**Assigned task:**
Each entry is to be given again word for word; images are dropped.

**Source data:**

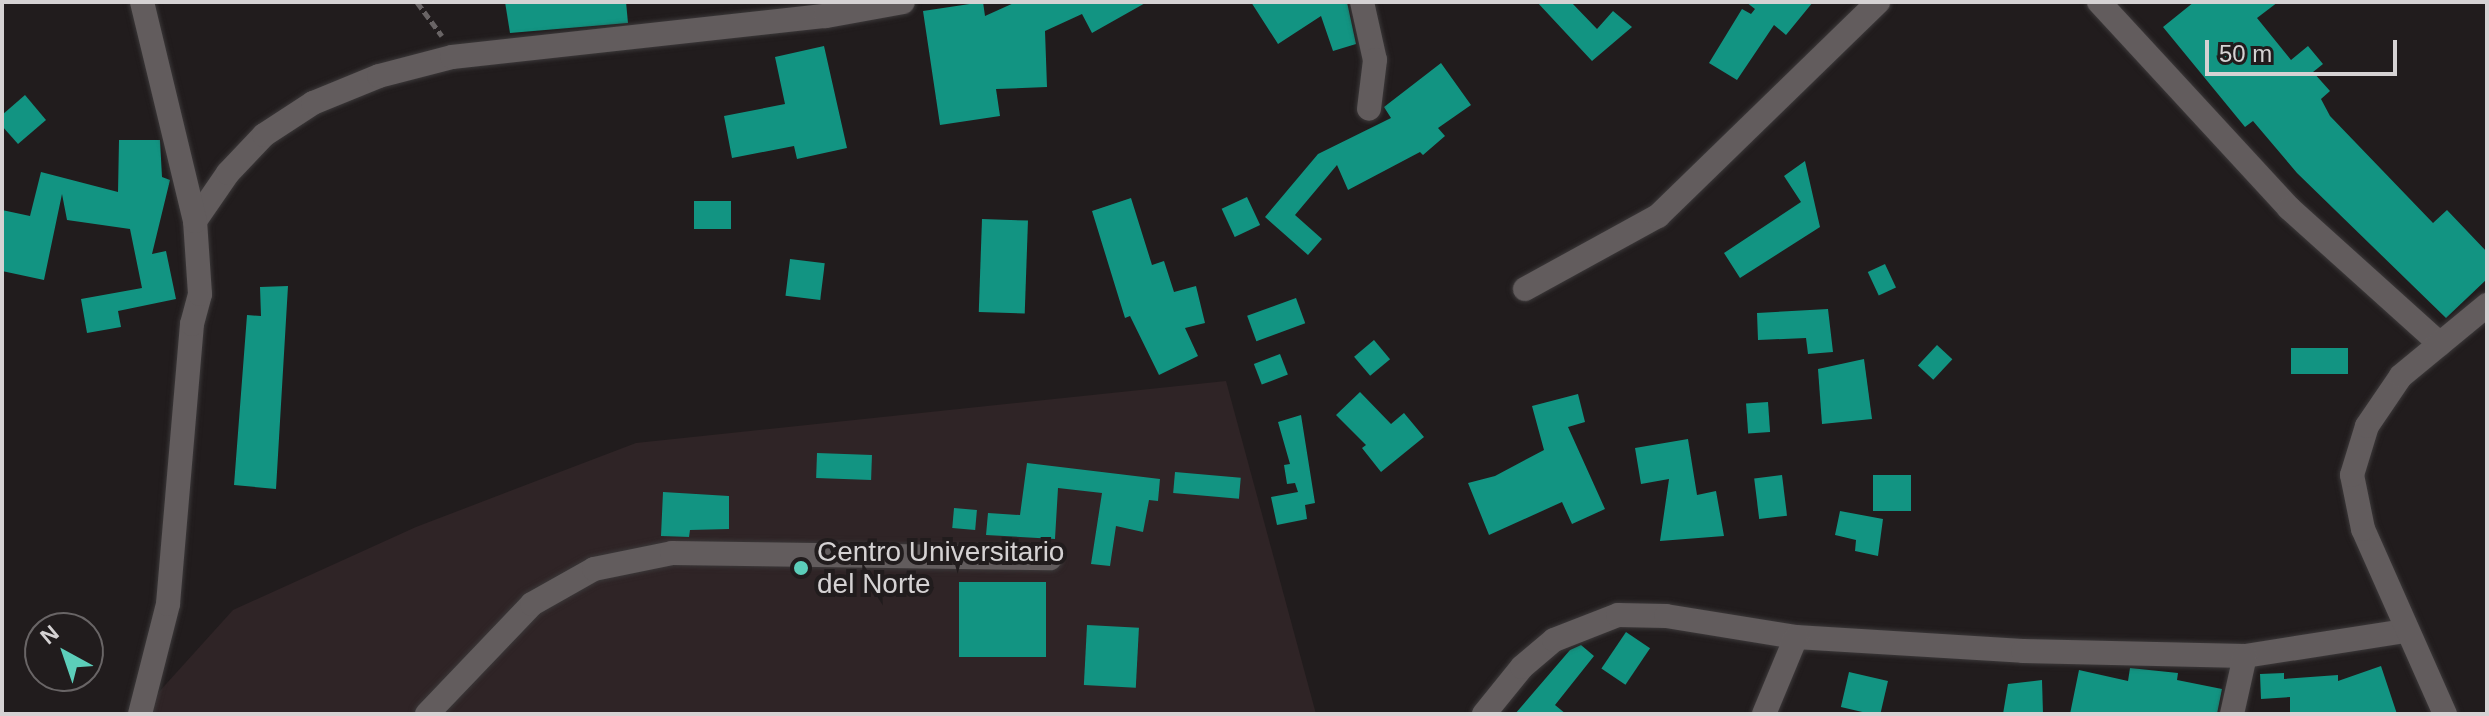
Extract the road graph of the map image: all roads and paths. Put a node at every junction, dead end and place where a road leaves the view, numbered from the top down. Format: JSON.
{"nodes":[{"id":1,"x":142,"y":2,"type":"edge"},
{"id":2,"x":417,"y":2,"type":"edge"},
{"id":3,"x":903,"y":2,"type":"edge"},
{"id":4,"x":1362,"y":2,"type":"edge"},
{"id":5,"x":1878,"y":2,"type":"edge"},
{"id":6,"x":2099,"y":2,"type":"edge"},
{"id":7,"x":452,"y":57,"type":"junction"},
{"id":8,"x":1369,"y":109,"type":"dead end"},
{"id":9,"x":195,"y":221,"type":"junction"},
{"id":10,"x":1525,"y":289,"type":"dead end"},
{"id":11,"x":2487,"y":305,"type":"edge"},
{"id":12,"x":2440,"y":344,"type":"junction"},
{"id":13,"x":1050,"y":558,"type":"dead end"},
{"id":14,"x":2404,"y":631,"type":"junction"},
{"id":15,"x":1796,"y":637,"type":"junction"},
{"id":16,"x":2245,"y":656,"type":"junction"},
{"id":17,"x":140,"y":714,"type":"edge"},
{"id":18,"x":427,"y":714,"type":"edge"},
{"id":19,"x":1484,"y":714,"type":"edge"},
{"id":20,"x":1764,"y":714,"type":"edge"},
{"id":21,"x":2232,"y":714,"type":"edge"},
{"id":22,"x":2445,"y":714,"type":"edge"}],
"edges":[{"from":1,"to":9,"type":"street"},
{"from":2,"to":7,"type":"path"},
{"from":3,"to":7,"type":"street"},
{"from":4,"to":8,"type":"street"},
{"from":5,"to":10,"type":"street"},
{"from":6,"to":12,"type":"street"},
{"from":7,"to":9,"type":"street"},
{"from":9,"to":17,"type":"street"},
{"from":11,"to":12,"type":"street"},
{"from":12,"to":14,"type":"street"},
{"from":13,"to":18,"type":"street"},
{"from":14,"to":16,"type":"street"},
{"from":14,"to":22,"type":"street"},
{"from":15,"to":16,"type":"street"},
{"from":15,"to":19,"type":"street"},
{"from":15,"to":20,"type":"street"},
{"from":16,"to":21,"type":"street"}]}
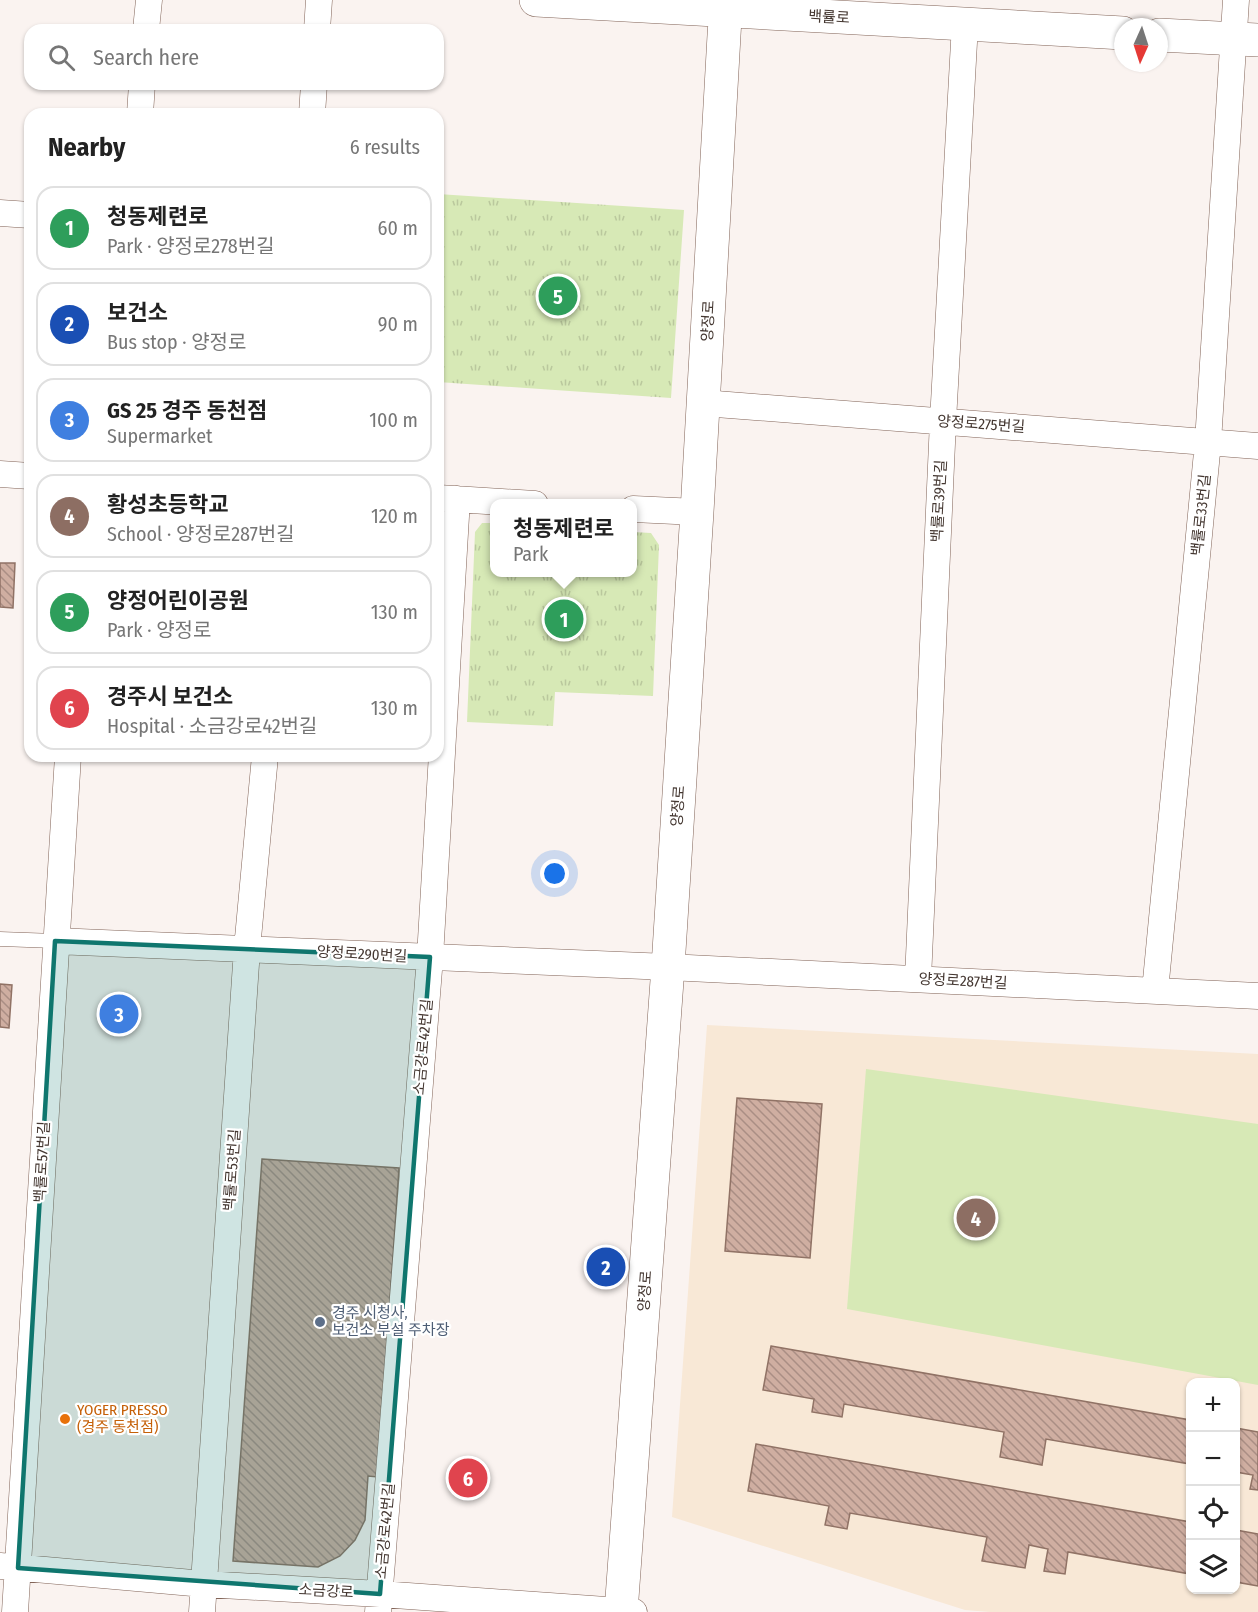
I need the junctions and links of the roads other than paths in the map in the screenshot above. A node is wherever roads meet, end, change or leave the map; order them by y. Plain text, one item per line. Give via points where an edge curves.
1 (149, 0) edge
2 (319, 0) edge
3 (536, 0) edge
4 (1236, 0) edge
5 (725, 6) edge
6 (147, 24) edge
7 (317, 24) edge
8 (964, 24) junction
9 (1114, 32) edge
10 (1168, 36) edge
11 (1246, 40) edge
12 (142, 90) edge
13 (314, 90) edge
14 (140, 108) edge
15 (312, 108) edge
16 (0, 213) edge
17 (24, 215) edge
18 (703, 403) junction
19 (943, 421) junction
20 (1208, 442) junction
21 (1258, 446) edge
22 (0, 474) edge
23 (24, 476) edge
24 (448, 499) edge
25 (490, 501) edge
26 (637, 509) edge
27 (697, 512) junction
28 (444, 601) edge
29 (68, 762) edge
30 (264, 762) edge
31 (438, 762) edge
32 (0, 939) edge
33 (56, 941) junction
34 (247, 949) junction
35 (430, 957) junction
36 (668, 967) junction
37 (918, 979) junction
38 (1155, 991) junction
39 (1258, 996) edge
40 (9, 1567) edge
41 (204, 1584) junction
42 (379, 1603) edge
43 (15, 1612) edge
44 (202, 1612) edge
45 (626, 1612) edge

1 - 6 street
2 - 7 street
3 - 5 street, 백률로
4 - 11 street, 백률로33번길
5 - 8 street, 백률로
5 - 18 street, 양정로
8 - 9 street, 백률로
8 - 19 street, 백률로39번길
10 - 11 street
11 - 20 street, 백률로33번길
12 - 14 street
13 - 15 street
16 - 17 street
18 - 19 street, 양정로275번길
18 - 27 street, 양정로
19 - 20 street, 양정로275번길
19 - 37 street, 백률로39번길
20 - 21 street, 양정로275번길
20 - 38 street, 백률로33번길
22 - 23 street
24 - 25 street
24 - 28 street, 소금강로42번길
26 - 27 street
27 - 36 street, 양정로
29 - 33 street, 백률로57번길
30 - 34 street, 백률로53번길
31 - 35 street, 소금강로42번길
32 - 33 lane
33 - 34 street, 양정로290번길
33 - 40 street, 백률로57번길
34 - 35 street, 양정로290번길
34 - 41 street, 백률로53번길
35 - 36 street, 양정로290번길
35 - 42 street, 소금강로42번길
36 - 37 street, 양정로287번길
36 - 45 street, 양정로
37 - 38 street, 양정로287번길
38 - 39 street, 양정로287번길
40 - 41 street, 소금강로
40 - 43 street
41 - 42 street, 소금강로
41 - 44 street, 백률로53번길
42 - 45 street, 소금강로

**Problem solution:**
Extract the road graph of the map image: all roads and paths. Put a node at every junction, dead end and place where a road leaves the view, numbered from the top down. Format: JSON.
{"nodes":[{"id":1,"x":142,"y":2,"type":"edge"},
{"id":2,"x":417,"y":2,"type":"edge"},
{"id":3,"x":903,"y":2,"type":"edge"},
{"id":4,"x":1362,"y":2,"type":"edge"},
{"id":5,"x":1878,"y":2,"type":"edge"},
{"id":6,"x":2099,"y":2,"type":"edge"},
{"id":7,"x":452,"y":57,"type":"junction"},
{"id":8,"x":1369,"y":109,"type":"dead end"},
{"id":9,"x":195,"y":221,"type":"junction"},
{"id":10,"x":1525,"y":289,"type":"dead end"},
{"id":11,"x":2487,"y":305,"type":"edge"},
{"id":12,"x":2440,"y":344,"type":"junction"},
{"id":13,"x":1050,"y":558,"type":"dead end"},
{"id":14,"x":2404,"y":631,"type":"junction"},
{"id":15,"x":1796,"y":637,"type":"junction"},
{"id":16,"x":2245,"y":656,"type":"junction"},
{"id":17,"x":140,"y":714,"type":"edge"},
{"id":18,"x":427,"y":714,"type":"edge"},
{"id":19,"x":1484,"y":714,"type":"edge"},
{"id":20,"x":1764,"y":714,"type":"edge"},
{"id":21,"x":2232,"y":714,"type":"edge"},
{"id":22,"x":2445,"y":714,"type":"edge"}],
"edges":[{"from":1,"to":9,"type":"street"},
{"from":2,"to":7,"type":"path"},
{"from":3,"to":7,"type":"street"},
{"from":4,"to":8,"type":"street"},
{"from":5,"to":10,"type":"street"},
{"from":6,"to":12,"type":"street"},
{"from":7,"to":9,"type":"street"},
{"from":9,"to":17,"type":"street"},
{"from":11,"to":12,"type":"street"},
{"from":12,"to":14,"type":"street"},
{"from":13,"to":18,"type":"street"},
{"from":14,"to":16,"type":"street"},
{"from":14,"to":22,"type":"street"},
{"from":15,"to":16,"type":"street"},
{"from":15,"to":19,"type":"street"},
{"from":15,"to":20,"type":"street"},
{"from":16,"to":21,"type":"street"}]}
I need the junctions and links of the roads other than paths in the map in the screenshot above. A node is wherever roads meet, end, change or leave the map; order them by y. Plain text, one item per line. Give via points where an edge curves.
1 (149, 0) edge
2 (319, 0) edge
3 (536, 0) edge
4 (1236, 0) edge
5 (725, 6) edge
6 (147, 24) edge
7 (317, 24) edge
8 (964, 24) junction
9 (1114, 32) edge
10 (1168, 36) edge
11 (1246, 40) edge
12 (142, 90) edge
13 (314, 90) edge
14 (140, 108) edge
15 (312, 108) edge
16 (0, 213) edge
17 (24, 215) edge
18 (703, 403) junction
19 (943, 421) junction
20 (1208, 442) junction
21 (1258, 446) edge
22 (0, 474) edge
23 (24, 476) edge
24 (448, 499) edge
25 (490, 501) edge
26 (637, 509) edge
27 (697, 512) junction
28 (444, 601) edge
29 (68, 762) edge
30 (264, 762) edge
31 (438, 762) edge
32 (0, 939) edge
33 (56, 941) junction
34 (247, 949) junction
35 (430, 957) junction
36 (668, 967) junction
37 (918, 979) junction
38 (1155, 991) junction
39 (1258, 996) edge
40 (9, 1567) edge
41 (204, 1584) junction
42 (379, 1603) edge
43 (15, 1612) edge
44 (202, 1612) edge
45 (626, 1612) edge

1 - 6 street
2 - 7 street
3 - 5 street, 백률로
4 - 11 street, 백률로33번길
5 - 8 street, 백률로
5 - 18 street, 양정로
8 - 9 street, 백률로
8 - 19 street, 백률로39번길
10 - 11 street
11 - 20 street, 백률로33번길
12 - 14 street
13 - 15 street
16 - 17 street
18 - 19 street, 양정로275번길
18 - 27 street, 양정로
19 - 20 street, 양정로275번길
19 - 37 street, 백률로39번길
20 - 21 street, 양정로275번길
20 - 38 street, 백률로33번길
22 - 23 street
24 - 25 street
24 - 28 street, 소금강로42번길
26 - 27 street
27 - 36 street, 양정로
29 - 33 street, 백률로57번길
30 - 34 street, 백률로53번길
31 - 35 street, 소금강로42번길
32 - 33 lane
33 - 34 street, 양정로290번길
33 - 40 street, 백률로57번길
34 - 35 street, 양정로290번길
34 - 41 street, 백률로53번길
35 - 36 street, 양정로290번길
35 - 42 street, 소금강로42번길
36 - 37 street, 양정로287번길
36 - 45 street, 양정로
37 - 38 street, 양정로287번길
38 - 39 street, 양정로287번길
40 - 41 street, 소금강로
40 - 43 street
41 - 42 street, 소금강로
41 - 44 street, 백률로53번길
42 - 45 street, 소금강로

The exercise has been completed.